US EPA

2755574 

Technical Report 

Mullerian Inhibiting Substance (MIS) Augments IFN-Gamma Mediated Inhibition of Breast Cancer Cell Growth 

Gupta, V 

2005 

NTIS/02939122_a 

GRA and I 

GRA and I 

Mullerian inhibiting Substance (MIS) is a member of the TGFbeta family, a class of molecules that govern a myriad of cellular processes including growth, differentiation, and apoptosis. In male embryos, MIS causes regression of the Mullerian duct. We have recently demonstrated the presence of MIS receptors in mammary tissue and in breast cancer cell lines suggesting that the mammary gland is a likely target for MIS. MIS inhibited the growth of both ER positive and negative breast cancer cells by inducing cell cycle arrest and apoptosis.
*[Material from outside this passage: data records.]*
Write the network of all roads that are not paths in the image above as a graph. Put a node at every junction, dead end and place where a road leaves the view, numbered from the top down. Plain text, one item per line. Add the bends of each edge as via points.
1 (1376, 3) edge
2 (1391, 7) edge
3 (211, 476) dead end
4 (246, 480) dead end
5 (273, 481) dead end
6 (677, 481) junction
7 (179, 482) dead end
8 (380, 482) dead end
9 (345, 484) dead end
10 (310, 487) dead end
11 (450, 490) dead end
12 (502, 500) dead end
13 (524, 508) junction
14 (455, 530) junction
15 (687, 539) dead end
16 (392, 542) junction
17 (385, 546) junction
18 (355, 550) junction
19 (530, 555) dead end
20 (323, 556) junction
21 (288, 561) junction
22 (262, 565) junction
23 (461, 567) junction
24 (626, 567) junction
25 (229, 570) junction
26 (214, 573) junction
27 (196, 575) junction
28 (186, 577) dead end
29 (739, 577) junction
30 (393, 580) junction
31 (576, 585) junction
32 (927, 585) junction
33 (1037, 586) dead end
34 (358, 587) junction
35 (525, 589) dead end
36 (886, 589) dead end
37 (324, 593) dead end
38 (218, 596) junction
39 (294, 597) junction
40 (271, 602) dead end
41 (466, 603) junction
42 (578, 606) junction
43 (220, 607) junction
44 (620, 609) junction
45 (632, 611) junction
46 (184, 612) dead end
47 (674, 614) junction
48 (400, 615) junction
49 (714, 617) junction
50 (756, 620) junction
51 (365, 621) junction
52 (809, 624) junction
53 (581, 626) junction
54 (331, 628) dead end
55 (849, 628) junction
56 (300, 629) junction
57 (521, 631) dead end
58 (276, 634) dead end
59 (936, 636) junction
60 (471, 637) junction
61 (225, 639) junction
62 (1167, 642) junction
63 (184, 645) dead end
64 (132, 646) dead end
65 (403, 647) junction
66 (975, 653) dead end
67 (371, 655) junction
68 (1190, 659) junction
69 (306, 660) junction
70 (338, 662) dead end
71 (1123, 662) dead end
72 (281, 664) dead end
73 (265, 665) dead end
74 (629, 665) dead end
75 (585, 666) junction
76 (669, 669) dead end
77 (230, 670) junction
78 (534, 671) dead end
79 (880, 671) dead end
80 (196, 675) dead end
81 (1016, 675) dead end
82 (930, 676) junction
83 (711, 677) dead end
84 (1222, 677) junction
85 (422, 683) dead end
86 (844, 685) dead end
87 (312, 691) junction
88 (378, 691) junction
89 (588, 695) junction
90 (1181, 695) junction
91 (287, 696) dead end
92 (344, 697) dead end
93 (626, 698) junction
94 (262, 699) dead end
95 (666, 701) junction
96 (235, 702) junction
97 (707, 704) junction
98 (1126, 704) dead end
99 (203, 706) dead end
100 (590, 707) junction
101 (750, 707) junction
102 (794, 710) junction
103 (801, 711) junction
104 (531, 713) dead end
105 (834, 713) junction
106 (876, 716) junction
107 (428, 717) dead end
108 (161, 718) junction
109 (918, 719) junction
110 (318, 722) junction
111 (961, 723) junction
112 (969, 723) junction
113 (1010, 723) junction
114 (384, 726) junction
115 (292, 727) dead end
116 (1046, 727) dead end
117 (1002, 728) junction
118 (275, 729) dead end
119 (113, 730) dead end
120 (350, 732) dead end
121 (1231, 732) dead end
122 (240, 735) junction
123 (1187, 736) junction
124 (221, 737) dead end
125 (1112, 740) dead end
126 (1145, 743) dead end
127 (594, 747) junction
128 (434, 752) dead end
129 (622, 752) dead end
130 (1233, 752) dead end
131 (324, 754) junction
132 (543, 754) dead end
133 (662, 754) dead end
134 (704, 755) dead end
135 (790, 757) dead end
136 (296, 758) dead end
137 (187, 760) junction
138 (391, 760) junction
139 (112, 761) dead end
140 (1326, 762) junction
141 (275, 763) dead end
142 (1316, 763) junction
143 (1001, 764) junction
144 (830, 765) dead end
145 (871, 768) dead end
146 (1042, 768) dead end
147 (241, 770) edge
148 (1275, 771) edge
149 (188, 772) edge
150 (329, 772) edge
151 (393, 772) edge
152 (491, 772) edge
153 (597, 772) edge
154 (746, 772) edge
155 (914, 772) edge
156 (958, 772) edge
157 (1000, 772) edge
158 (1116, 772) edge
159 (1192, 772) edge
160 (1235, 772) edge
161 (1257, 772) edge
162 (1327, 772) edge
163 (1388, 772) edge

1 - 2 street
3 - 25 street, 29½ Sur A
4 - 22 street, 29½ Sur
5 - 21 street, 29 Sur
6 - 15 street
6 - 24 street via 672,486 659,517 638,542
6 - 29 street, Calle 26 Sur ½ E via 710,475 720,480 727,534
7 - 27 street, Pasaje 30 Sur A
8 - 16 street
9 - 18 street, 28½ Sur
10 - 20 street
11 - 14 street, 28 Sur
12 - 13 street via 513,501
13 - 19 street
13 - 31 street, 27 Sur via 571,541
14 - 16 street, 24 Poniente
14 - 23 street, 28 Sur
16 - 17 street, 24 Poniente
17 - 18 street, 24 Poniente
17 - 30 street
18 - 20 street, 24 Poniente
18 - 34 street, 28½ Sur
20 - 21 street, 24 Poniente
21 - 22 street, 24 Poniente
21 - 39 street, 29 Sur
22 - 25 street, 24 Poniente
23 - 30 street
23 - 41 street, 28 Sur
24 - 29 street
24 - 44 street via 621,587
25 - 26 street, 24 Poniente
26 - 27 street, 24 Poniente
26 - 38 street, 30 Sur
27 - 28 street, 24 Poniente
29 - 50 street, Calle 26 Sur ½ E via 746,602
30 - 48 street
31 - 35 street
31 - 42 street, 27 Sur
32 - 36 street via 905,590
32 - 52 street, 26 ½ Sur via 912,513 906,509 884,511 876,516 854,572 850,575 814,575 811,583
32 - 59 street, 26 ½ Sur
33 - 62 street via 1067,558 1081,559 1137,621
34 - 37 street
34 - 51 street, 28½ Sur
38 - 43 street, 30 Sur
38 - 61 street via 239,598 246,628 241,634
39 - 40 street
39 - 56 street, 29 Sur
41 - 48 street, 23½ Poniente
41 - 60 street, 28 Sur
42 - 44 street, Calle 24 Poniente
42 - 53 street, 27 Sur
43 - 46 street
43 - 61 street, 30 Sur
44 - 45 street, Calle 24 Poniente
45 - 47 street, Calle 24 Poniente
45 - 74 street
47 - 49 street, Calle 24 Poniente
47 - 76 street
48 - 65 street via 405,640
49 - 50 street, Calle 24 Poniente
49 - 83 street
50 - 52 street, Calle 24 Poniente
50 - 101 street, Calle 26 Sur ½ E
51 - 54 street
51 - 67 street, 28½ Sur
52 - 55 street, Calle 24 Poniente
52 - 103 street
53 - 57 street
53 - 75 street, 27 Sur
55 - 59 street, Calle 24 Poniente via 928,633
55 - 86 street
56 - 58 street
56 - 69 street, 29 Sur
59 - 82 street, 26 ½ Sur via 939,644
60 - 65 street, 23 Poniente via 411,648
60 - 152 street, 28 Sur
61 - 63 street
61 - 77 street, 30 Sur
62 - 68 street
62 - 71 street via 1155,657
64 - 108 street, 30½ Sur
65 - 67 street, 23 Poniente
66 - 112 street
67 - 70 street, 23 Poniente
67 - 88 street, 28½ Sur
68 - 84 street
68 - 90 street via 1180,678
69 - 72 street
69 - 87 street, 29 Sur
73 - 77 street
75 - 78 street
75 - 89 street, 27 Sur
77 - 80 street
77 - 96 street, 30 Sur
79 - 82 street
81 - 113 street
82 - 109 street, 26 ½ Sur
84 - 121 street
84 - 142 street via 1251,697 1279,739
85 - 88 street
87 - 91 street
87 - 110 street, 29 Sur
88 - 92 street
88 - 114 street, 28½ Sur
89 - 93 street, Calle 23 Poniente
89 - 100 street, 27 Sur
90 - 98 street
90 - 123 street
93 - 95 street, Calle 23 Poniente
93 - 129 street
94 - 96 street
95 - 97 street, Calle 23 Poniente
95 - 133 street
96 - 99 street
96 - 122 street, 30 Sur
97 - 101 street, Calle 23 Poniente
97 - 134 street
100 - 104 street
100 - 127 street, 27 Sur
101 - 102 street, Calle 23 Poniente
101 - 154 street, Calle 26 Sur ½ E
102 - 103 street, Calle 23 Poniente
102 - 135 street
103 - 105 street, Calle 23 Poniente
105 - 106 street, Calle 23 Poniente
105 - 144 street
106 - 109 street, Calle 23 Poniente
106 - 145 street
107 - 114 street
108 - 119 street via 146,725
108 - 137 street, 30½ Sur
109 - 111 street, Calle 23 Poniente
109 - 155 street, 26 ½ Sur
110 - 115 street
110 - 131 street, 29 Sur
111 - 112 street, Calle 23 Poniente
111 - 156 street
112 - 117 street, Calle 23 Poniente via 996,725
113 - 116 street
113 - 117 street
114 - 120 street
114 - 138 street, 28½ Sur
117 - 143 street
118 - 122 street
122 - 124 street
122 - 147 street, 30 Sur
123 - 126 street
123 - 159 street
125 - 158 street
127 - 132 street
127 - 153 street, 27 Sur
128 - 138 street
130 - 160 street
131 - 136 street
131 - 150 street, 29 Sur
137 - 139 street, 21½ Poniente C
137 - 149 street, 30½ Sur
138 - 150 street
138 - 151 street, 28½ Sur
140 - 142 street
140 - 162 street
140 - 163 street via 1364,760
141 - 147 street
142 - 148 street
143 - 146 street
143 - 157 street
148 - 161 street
We have demonstrated that MIS promotes IFN-gamma-induced apoptosis demonstrating a functional interaction between these two classes of signaling molecules in regulation of breast cancer breast cancer cell growth. To evaluate whether MIS and IFN-gamma may be useful in breast cancer therapy, we determined whether the growth inhibitory effect of MIS and IFN-gamma observed in vitro would be recapitulated in vivo. The C3(1)Tag transgenic mouse model carries the SV40 large T antigen targeted to the epithelium of the mammary and prostate glands and progression of disease in these animals correlates well with progressive stages of human breast cancer. Mammary tumors arising in the C3(1) T antigen mouse model expressed the MIS type II receptor, and MIS in vitro inhibited the growth of cells derived from tumors. Administration of MIS to mice was associated with a lower number of palpable mammary tumors compared with vehicle-treated mice (p-0.048), and the mean mammary tumor weight in the Ml S-treated group was significantly lower compared with the control group (p- 0.029). Analysis of PCNA expression and caspase-3 cleavage in tumors revealed that exposure to MIS was associated with decreased proliferation and increased apoptosis, respectively, and not due to decline in T-antigen expression.